Records from a dataset:
+-------+

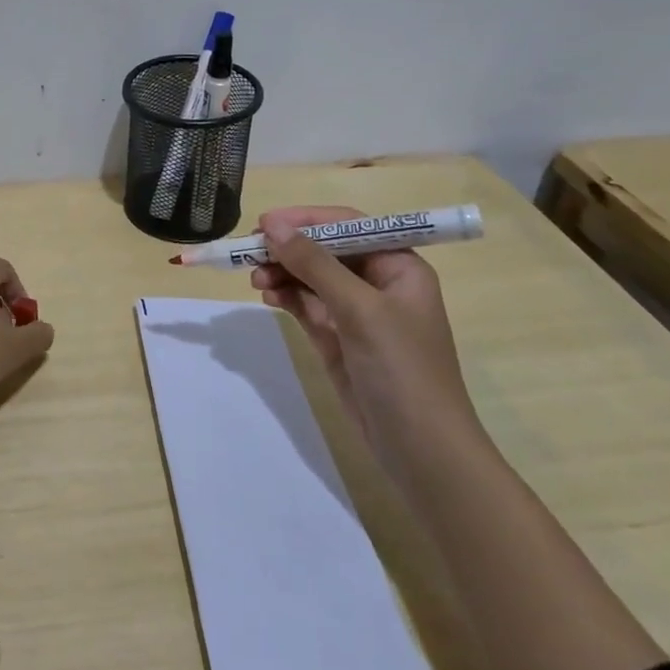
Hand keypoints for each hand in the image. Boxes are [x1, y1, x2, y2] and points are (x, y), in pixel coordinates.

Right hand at [249, 207, 477, 446]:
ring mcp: (356, 313)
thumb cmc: (401, 369)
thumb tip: (274, 227)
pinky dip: (286, 297)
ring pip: (311, 278)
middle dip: (289, 248)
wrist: (420, 449)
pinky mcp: (337, 339)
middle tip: (250, 251)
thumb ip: (315, 265)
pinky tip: (267, 296)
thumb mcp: (360, 310)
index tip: (265, 223)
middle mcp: (378, 284)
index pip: (348, 226)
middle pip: (325, 250)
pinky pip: (306, 305)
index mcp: (399, 267)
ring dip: (282, 273)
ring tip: (255, 279)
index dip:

+-------+

_Problem details_
Copy each entry exactly as written. Pictures do not belong in the copy.

_Answer for the task_
Hand keypoints for each hand in the image. Boxes are [x1, y1, x2, y2] and points are (x, y), in pixel coordinates.

Right hand at [249, 207, 477, 446]:
ring mcp: (356, 313)
thumb cmc: (401, 369)
thumb tip: (274, 227)
pinky dip: (286, 297)
ring pip: (311, 278)
middle dip: (289, 248)
wrist: (420, 449)
pinky mcp: (337, 339)
middle tip: (250, 251)
thumb ip: (315, 265)
pinky tip: (267, 296)
thumb mcp: (360, 310)
index tip: (265, 223)
middle mcp: (378, 284)
index pip: (348, 226)
middle pip: (325, 250)
pinky pip: (306, 305)
index mcp: (399, 267)
ring dip: (282, 273)
ring tip: (255, 279)
index dip:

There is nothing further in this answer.